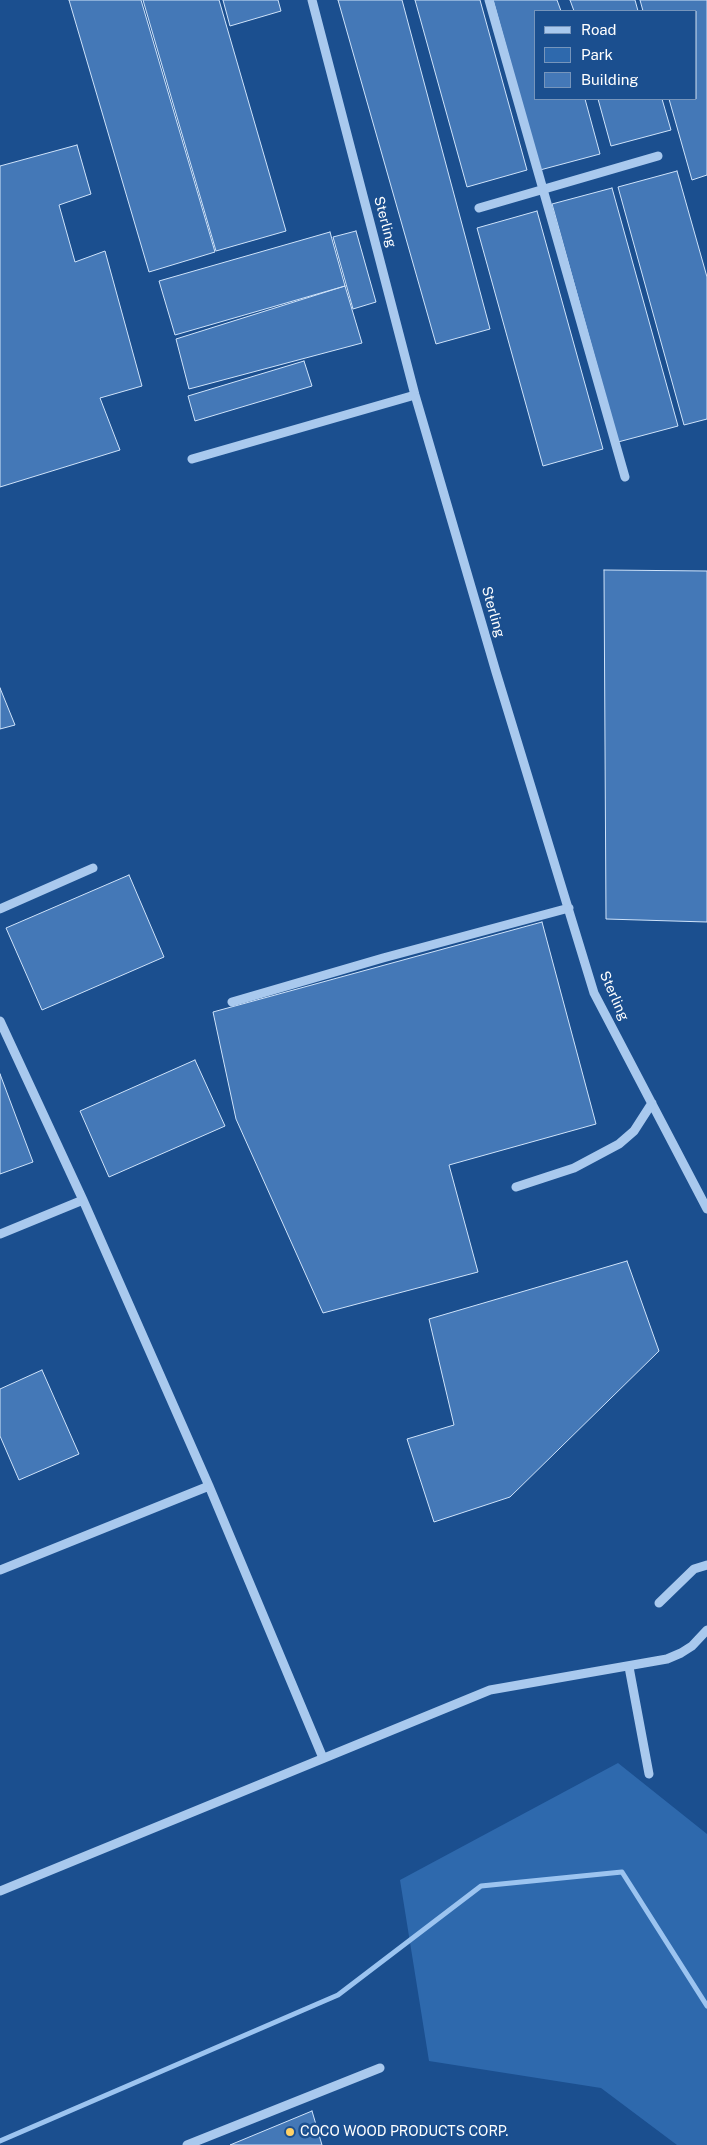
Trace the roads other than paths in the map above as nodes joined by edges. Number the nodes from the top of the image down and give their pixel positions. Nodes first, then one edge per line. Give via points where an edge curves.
1 (312, 0) edge
2 (488, 0) edge
3 (658, 156) dead end
4 (542, 189) junction
5 (479, 208) dead end
6 (415, 395) junction
7 (192, 460) dead end
8 (625, 477) dead end
9 (93, 868) dead end
10 (569, 908) junction
11 (0, 909) edge
12 (232, 1002) dead end
13 (0, 1021) edge
14 (652, 1103) junction
15 (516, 1187) dead end
16 (82, 1200) junction
17 (707, 1210) edge
18 (0, 1234) edge
19 (209, 1486) junction
20 (707, 1565) edge
21 (0, 1570) edge
22 (659, 1603) dead end
23 (707, 1630) edge
24 (629, 1666) junction
25 (323, 1758) junction
26 (649, 1774) dead end
27 (0, 1891) edge
28 (380, 2068) dead end
29 (187, 2145) edge

1 - 6 street, Sterling
2 - 4 street
3 - 4 street
4 - 5 street
4 - 8 street
6 - 7 street
6 - 10 street, Sterling
9 - 11 street
10 - 12 street
10 - 14 street, Sterling via 594,992
13 - 16 street
14 - 15 street via 634,1131 619,1144 574,1168
14 - 17 street, Sterling
16 - 18 street
16 - 19 street
19 - 21 street
19 - 25 street
20 - 22 street via 694,1569
23 - 24 street via 681,1653
24 - 25 street via 490,1690
24 - 26 street
25 - 27 street
28 - 29 street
* * * * * * *
#### [Work task]
Replicate the material above verbatim; images stay out of the copy.

#### [Exercise solution]
Trace the roads other than paths in the map above as nodes joined by edges. Number the nodes from the top of the image down and give their pixel positions. Nodes first, then one edge per line. Give via points where an edge curves.
1 (312, 0) edge
2 (488, 0) edge
3 (658, 156) dead end
4 (542, 189) junction
5 (479, 208) dead end
6 (415, 395) junction
7 (192, 460) dead end
8 (625, 477) dead end
9 (93, 868) dead end
10 (569, 908) junction
11 (0, 909) edge
12 (232, 1002) dead end
13 (0, 1021) edge
14 (652, 1103) junction
15 (516, 1187) dead end
16 (82, 1200) junction
17 (707, 1210) edge
18 (0, 1234) edge
19 (209, 1486) junction
20 (707, 1565) edge
21 (0, 1570) edge
22 (659, 1603) dead end
23 (707, 1630) edge
24 (629, 1666) junction
25 (323, 1758) junction
26 (649, 1774) dead end
27 (0, 1891) edge
28 (380, 2068) dead end
29 (187, 2145) edge

1 - 6 street, Sterling
2 - 4 street
3 - 4 street
4 - 5 street
4 - 8 street
6 - 7 street
6 - 10 street, Sterling
9 - 11 street
10 - 12 street
10 - 14 street, Sterling via 594,992
13 - 16 street
14 - 15 street via 634,1131 619,1144 574,1168
14 - 17 street, Sterling
16 - 18 street
16 - 19 street
19 - 21 street
19 - 25 street
20 - 22 street via 694,1569
23 - 24 street via 681,1653
24 - 25 street via 490,1690
24 - 26 street
25 - 27 street
28 - 29 street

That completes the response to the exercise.